Apa yang menyebabkan itu semua? Lagi-lagi, pengetahuan yang berkembang, di tengah pendidikan yang telah terindustrialisasi oleh kepentingan pasar, akan mudah kita lihat kemana pengetahuan itu berpihak. Modal telah mensekulerkan kita dari persoalan-persoalan ideologi dalam ranah pendidikan. Ia benar-benar merenggutnya. Sama halnya yang terjadi terhadap agama. Kita selalu berkata bahwa komunis itu anti-agama, tapi kita lupa menganalisis bahwa yang membunuh agama sejak lahirnya adalah kapitalisme itu sendiri, menggantinya dengan imaji-imaji kekuasaan modal.

Saya sendiri, percaya bahwa kita butuh sekolah teknik. Tapi pertanyaannya, sekolah teknik yang mana? Sekolah teknik yang berpihak kepada siapa?

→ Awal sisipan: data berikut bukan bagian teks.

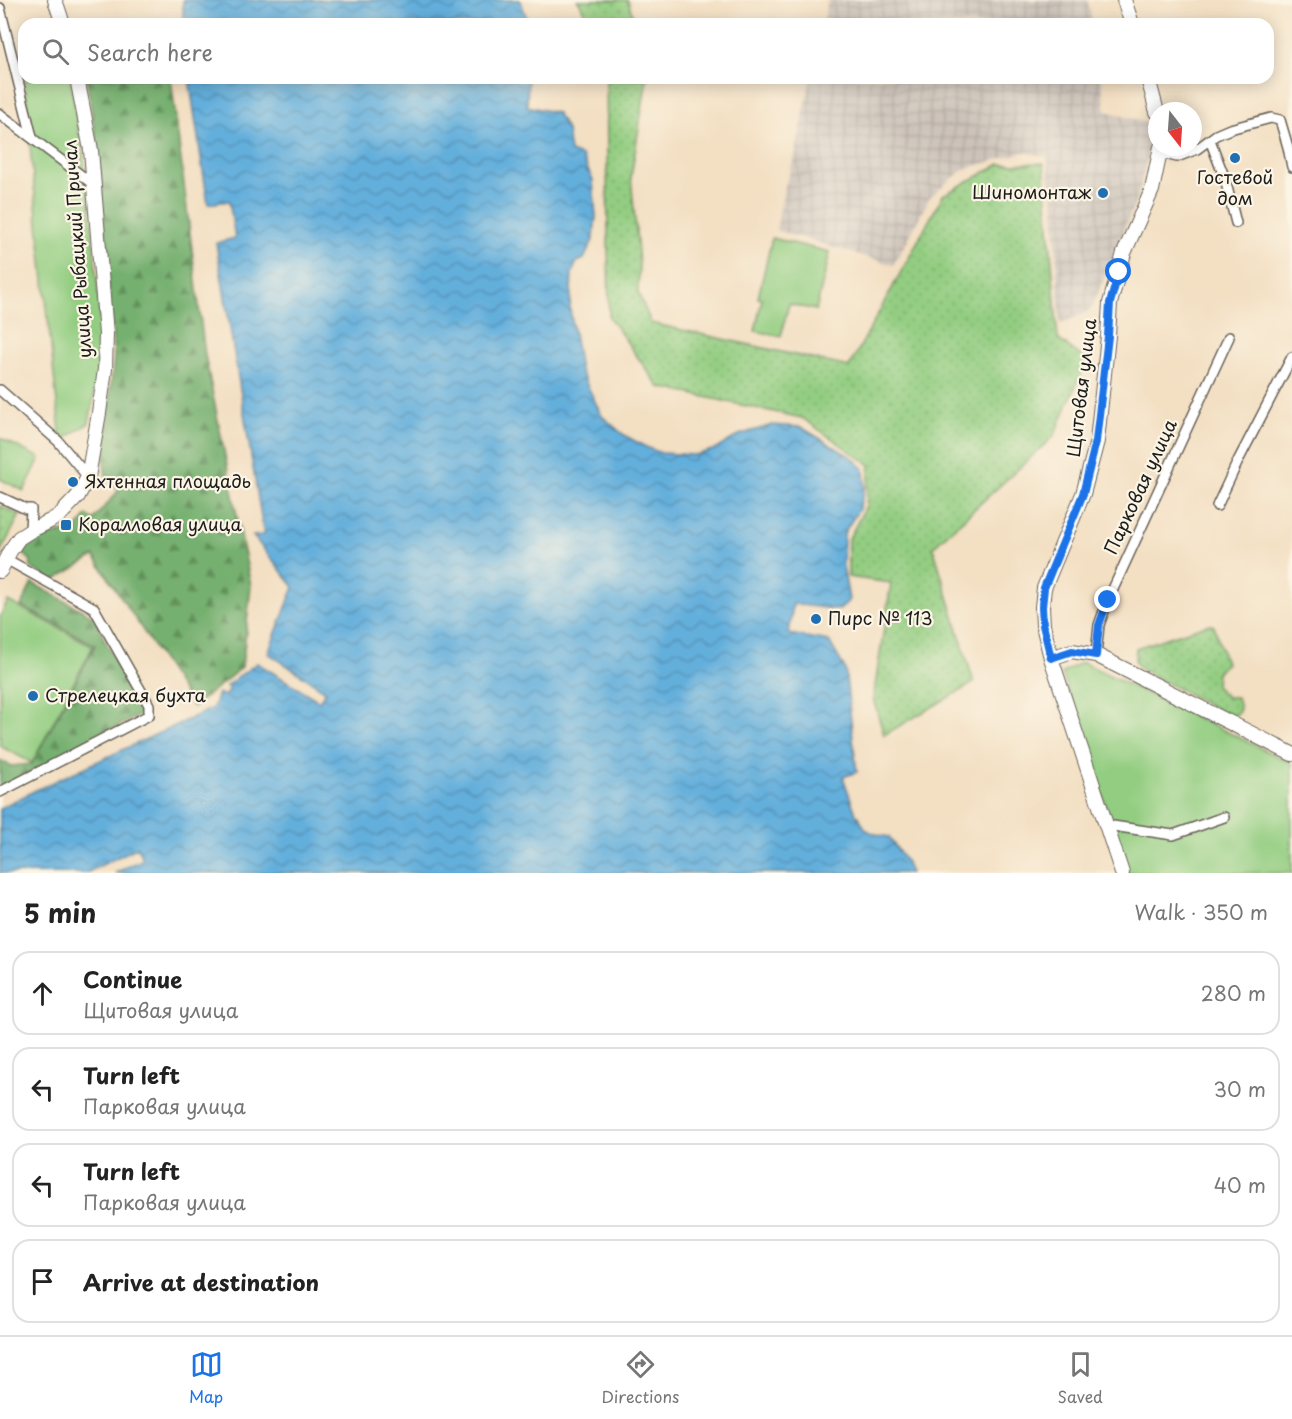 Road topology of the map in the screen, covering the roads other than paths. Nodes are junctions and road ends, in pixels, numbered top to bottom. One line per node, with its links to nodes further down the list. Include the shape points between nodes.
1 (55, 0): 4 (street)
2 (1124, 0): 5 (street)
3 (0, 8): 6 (street)
4 (61, 18)
5 (1130, 18)
6 (18, 81)
7 (19, 84): 12 (street)
8 (78, 84): 17 (street, улица Рыбацкий Причал)
9 (1150, 84): 10 (street)
10 (1154, 102)
11 (0, 114): 12 (street)
12 (32, 137): 17 (street)
13 (1210, 140): 14 (street); 16 (street, via 1230,129 1276,118 1280,120); 18 (street)
14 (1202, 146)
15 (1160, 156): 28 (street, Щитовая улица, via 1152,189 1124,252 1110,303 1096,441 1083,494 1044,588 1043,625)
16 (1292, 167)
17 (94, 185): 22 (street, улица Рыбацкий Причал, via 106,353)
18 (1236, 223)
19 (1229, 337): 27 (street, Парковая улица, via 1108,600 1099,625)
20 (1292, 357): 24 (street)
21 (0, 390): 22 (street, via 58,441)
22 (85, 483): 25 (street, via 60,515)
23 (0, 497): 25 (street, via 31,509)
24 (1217, 506)
25 (30, 531): 26 (street, via 19,538)
26 (3, 565): 30 (street, via 94,608 149,705 149,715)
27 (1096, 655): 28 (street, via 1072,651); 29 (street)
28 (1051, 658): 32 (street, Щитовая улица)
29 (1292, 753)
30 (0, 792)
31 (1224, 817): 32 (street, via 1173,835)
32 (1106, 825): 33 (street, Щитовая улица)
33 (1122, 873)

Disni saya teringat dengan analisis Rendra beberapa tahun silam dalam sebuah wawancara di media sebelum kepergian beliau. Mudah-mudahan saya tidak salah ingat. Ia mengurai persoalan substansi pendidikan kita yang melompat mengikuti ritme desain pendidikan kolonial. Saat Belanda menjajah nenek moyang kita, ilmu-ilmu yang diperkenalkan Belanda memang hanyalah ilmu-ilmu teknik. Tentu saja yang seturut dengan kepentingan belanda itu sendiri. Ada dua kepentingan Belanda, kenapa Belanda lebih memilih memperkenalkan ilmu teknik di sekolah-sekolah yang mereka ampuh saat itu. Yakni pertama, untuk mendapatkan tenaga kerja murah dalam mendukung pembangunan dan eksploitasi gula dan pabrik-pabrik mereka (kepentingan pasar mereka). Yang kedua, untuk menghalau muncul dan berkembangnya ilmu-ilmu humaniora dan sosial, yang bisa mengancam keberadaan mereka sebagai bangsa penajajah. Singkatnya, ilmu teknik diperkenalkan untuk itu.

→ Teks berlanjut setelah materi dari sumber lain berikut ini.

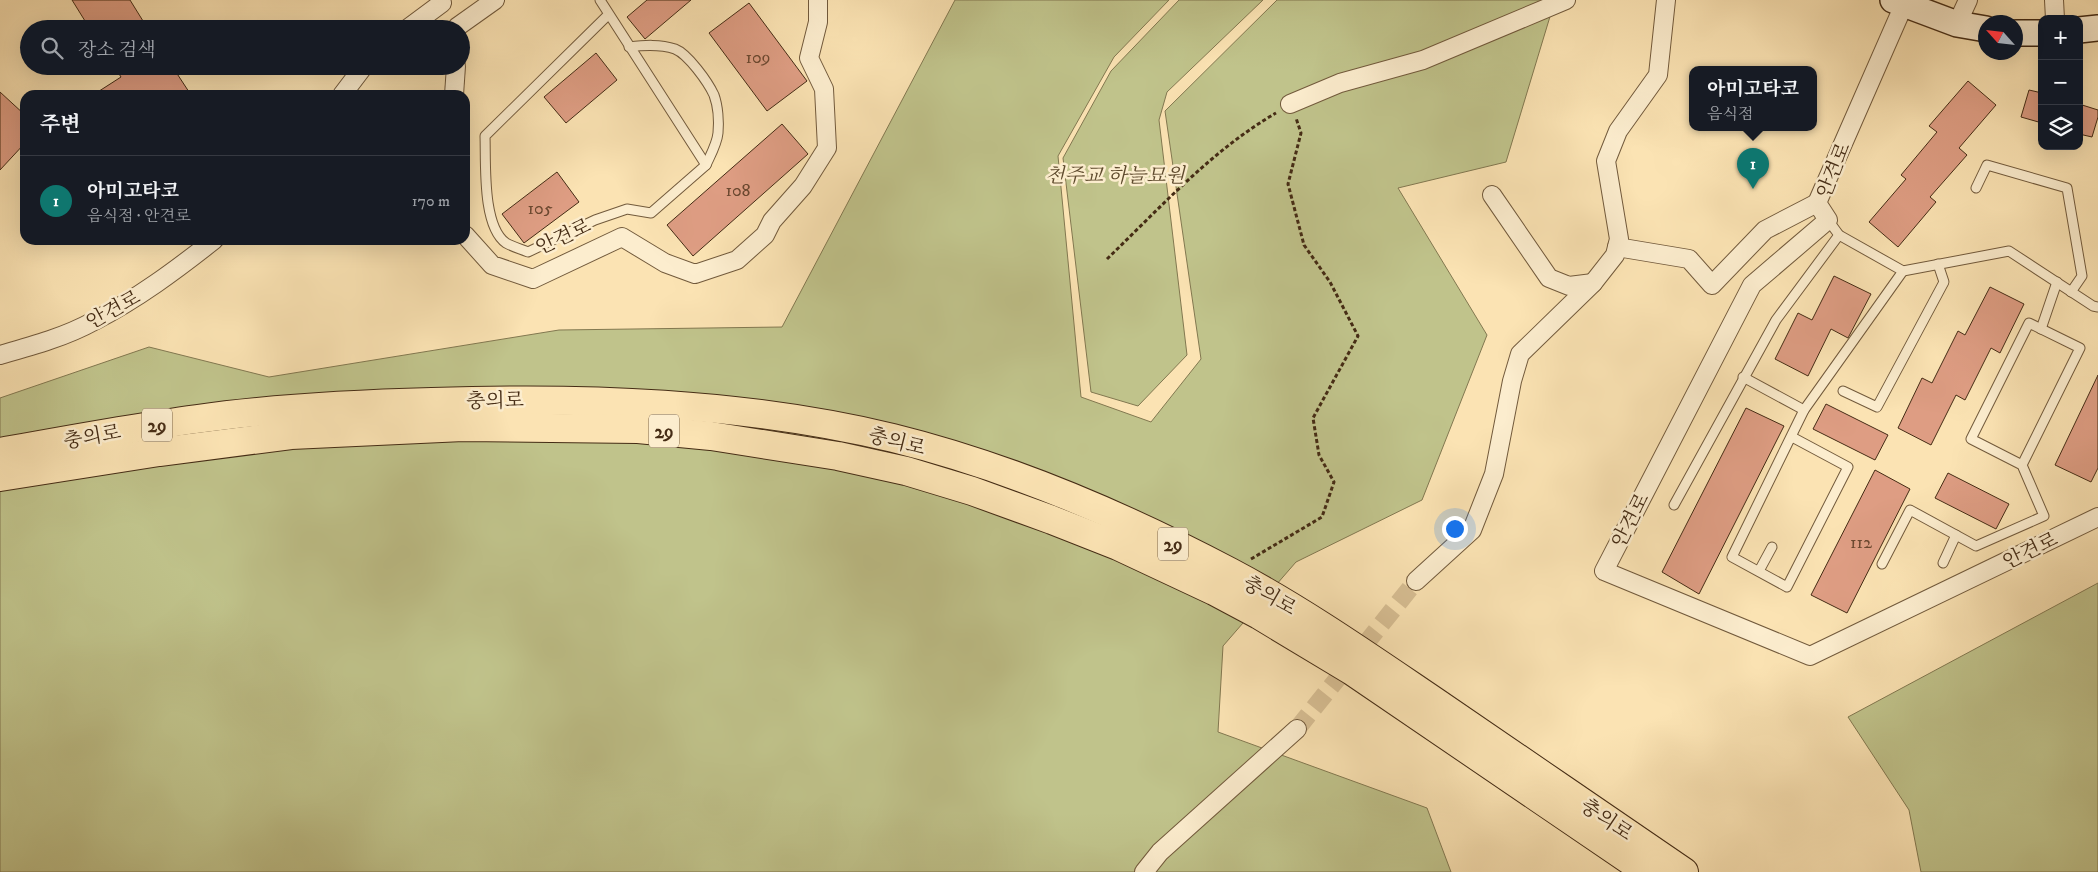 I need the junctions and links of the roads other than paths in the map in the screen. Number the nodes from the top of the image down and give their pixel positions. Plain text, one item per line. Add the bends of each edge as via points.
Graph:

Apa konsekuensi dari perkembangan pendidikan dengan desain seperti itu, yang diwarisi sekarang ini? Itu tadi, kembali lagi kepada persoalan sebelumnya. Lahirnya produk pendidikan yang mentok bermental pekerja toh saja, yang sama sekali tidak mengerti persoalan masyarakatnya. Atau bahasa lainnya intelektual-intelektual teknik yang tak memiliki keterkaitan kemanusiaan dengan masyarakatnya (terasing dari kehidupan kemanusiaannya sendiri). Karena itu tidak heran ketika produk-produk teknik dari pendidikan kita memang mengarah pada kepentingan pasar bukan kepentingan masayarakat. Dalam arti kita dijejalkan dengan pengetahuan teknik untuk mencipta tanpa didasari oleh landasan ideologi sosial yang kuat. Kita mencipta tidak dilandasi oleh riset tentang kebutuhan rakyat, melainkan disetting terlebih dalam pada kebutuhan-kebutuhan koorporasi.

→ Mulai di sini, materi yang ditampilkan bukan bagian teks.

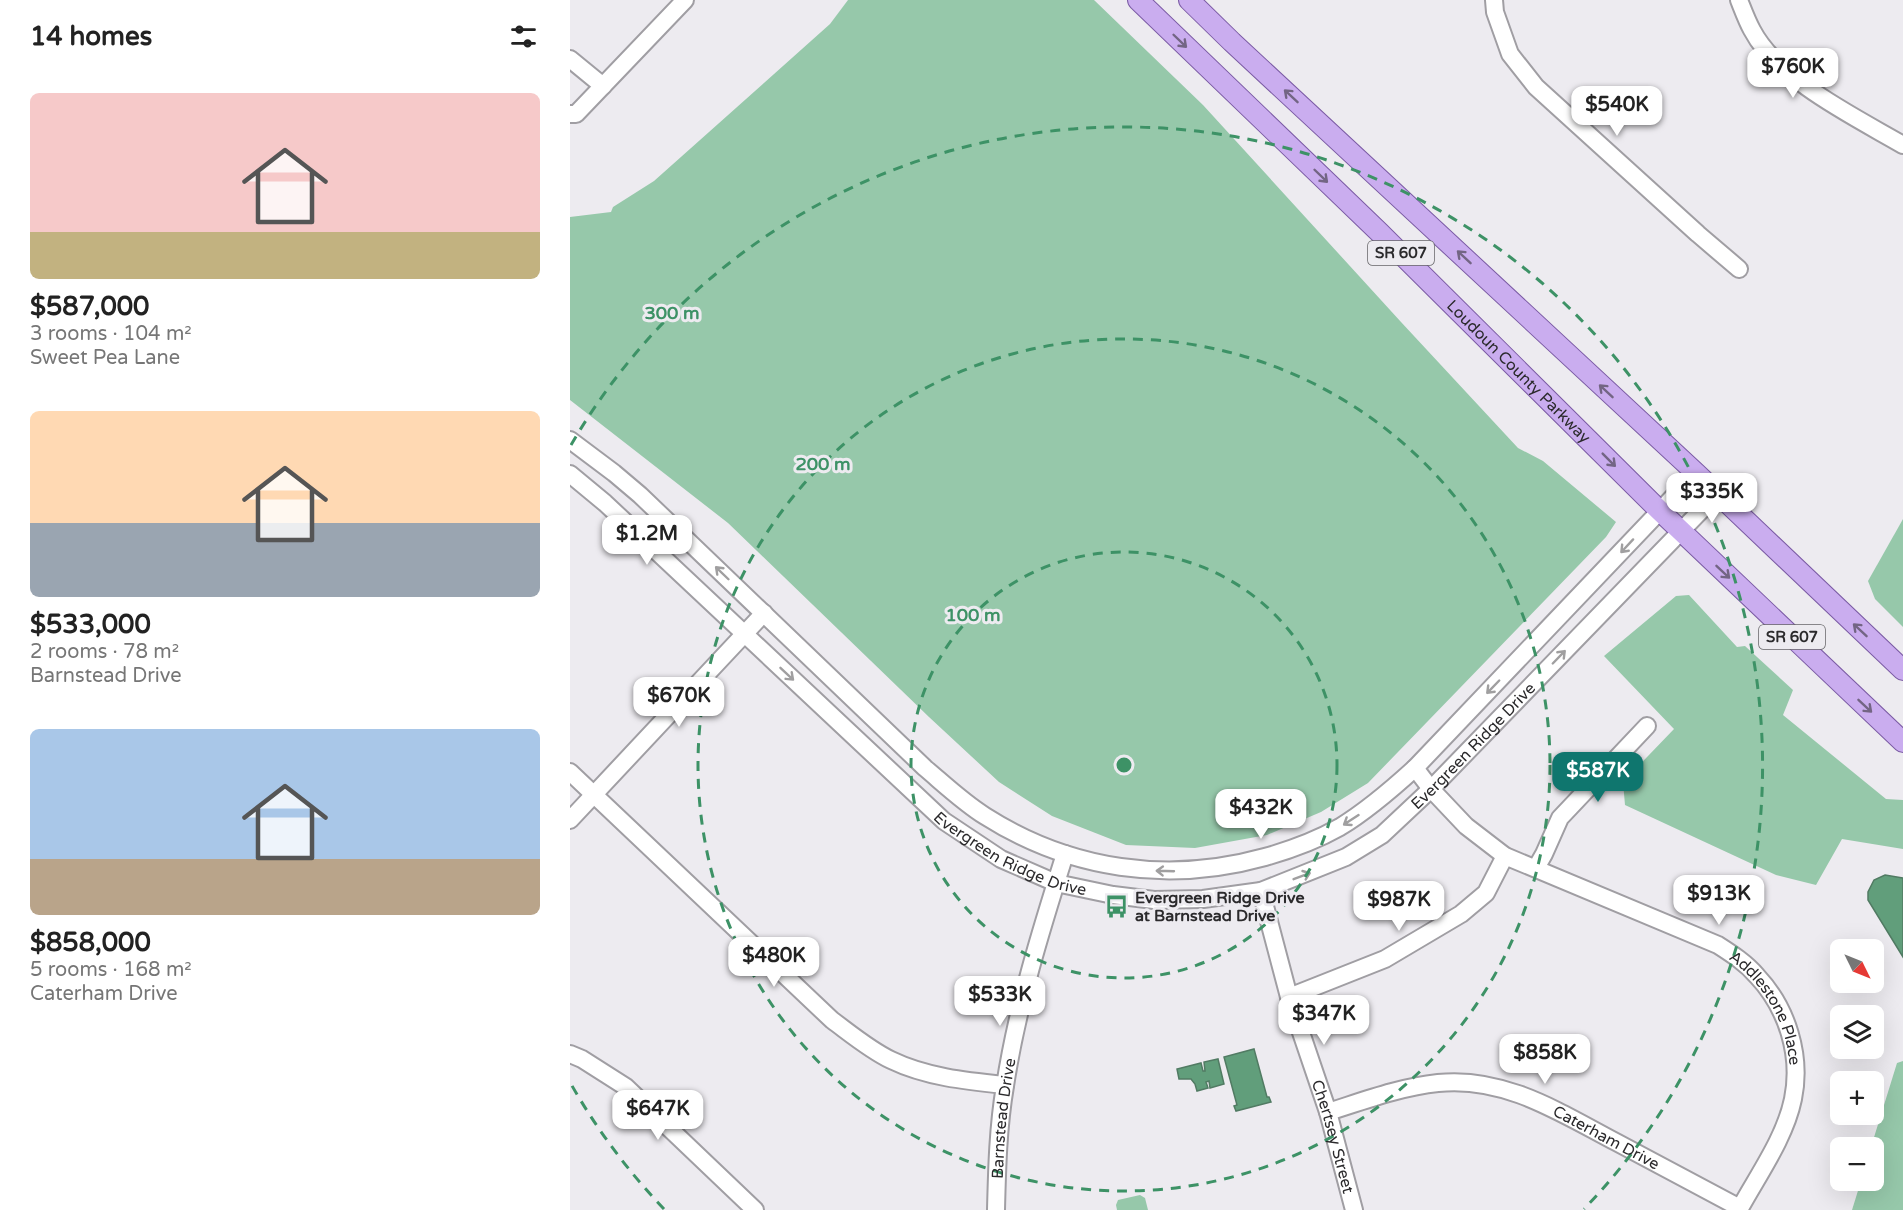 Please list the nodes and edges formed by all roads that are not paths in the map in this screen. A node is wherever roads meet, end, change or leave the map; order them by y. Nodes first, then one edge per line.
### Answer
1 (685, 0) edge
2 (1138, 0) edge
3 (1189, 0) edge
4 (1494, 0) edge
5 (1739, 0) edge
6 (570, 59) edge
7 (603, 86) junction
8 (570, 114) edge
9 (1903, 145) edge
10 (1739, 269) dead end
11 (570, 440) edge
12 (1696, 473) junction
13 (570, 474) edge
14 (1718, 494) junction
15 (1660, 511) junction
16 (1681, 531) junction
17 (764, 613) junction
18 (745, 634) junction
19 (1903, 670) edge
20 (1647, 726) dead end
21 (1903, 742) edge
22 (1415, 768) junction
23 (570, 772) edge
24 (1431, 789) junction
25 (594, 794) junction
26 (570, 820) edge
27 (1065, 854) junction
28 (1505, 856) junction
29 (1536, 868) junction
30 (1056, 882) junction
31 (1261, 891) junction
32 (1289, 997) junction
33 (570, 1054) edge
34 (1005, 1085) junction
35 (1328, 1112) junction
36 (1740, 1209) edge
37 (755, 1210) edge
38 (996, 1210) edge
39 (1354, 1210) edge

1 - 7 street
2 -> 15 main road, Loudoun County Parkway / SR 607
12 -> 3 main road, SR 607
4 - 10 street
5 - 9 street
6 - 7 street
7 - 8 street
17 -> 11 street, Evergreen Ridge Drive
12 - 14 main road, SR 607
12 - 15 street, Evergreen Ridge Drive
13 - 18 street, Evergreen Ridge Drive
14 - 16 street, Evergreen Ridge Drive
19 -> 14 main road, SR 607
15 - 16 main road, Loudoun County Parkway / SR 607
15 -> 22 street, Evergreen Ridge Drive
16 -> 21 main road, Loudoun County Parkway / SR 607
24 -> 16 street, Evergreen Ridge Drive
17 - 18 street
17 - 27 street, Evergreen Ridge Drive
18 - 25 street
18 -> 30 street, Evergreen Ridge Drive
20 - 29 street
22 - 24 street, Addlestone Place
22 -> 27 street, Evergreen Ridge Drive
23 - 25 street
24 - 28 street, Addlestone Place
31 -> 24 street, Evergreen Ridge Drive
25 - 26 street
25 - 34 street
27 - 30 street, Barnstead Drive
28 - 29 street, Addlestone Place
28 - 32 street
29 - 36 street, Addlestone Place
30 - 31 street, Evergreen Ridge Drive
30 - 34 street, Barnstead Drive
31 - 32 street, Chertsey Street
32 - 35 street, Chertsey Street
33 - 37 street
34 - 38 street, Barnstead Drive
35 - 36 street, Caterham Drive
35 - 39 street, Chertsey Street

Ilmu-ilmu sosial yang seharusnya bisa bersinergi dengan ilmu teknik justru dipisahkan menjauh dari kesadaran keilmuan kita. Seolah-olah mengafirmasi kenyataan bahwa ilmu teknik itu ya untuk teknik, tidak ada keterkaitan dengan persoalan sosial masyarakat. Di sekolah menengah kejuruan saja, ilmu sosiologi sebagai ilmu sosial dasar pun tidak ada dalam kurikulum. Saya tidak tahu apakah ini bentuk keblingeran atau apa?

Kembali lagi ke pernyataan sebelumnya. Saya sendiri, percaya bahwa kita butuh sekolah teknik. Tapi pertanyaannya selanjutnya, sekolah teknik yang mana? Sekolah teknik yang berpihak kepada siapa?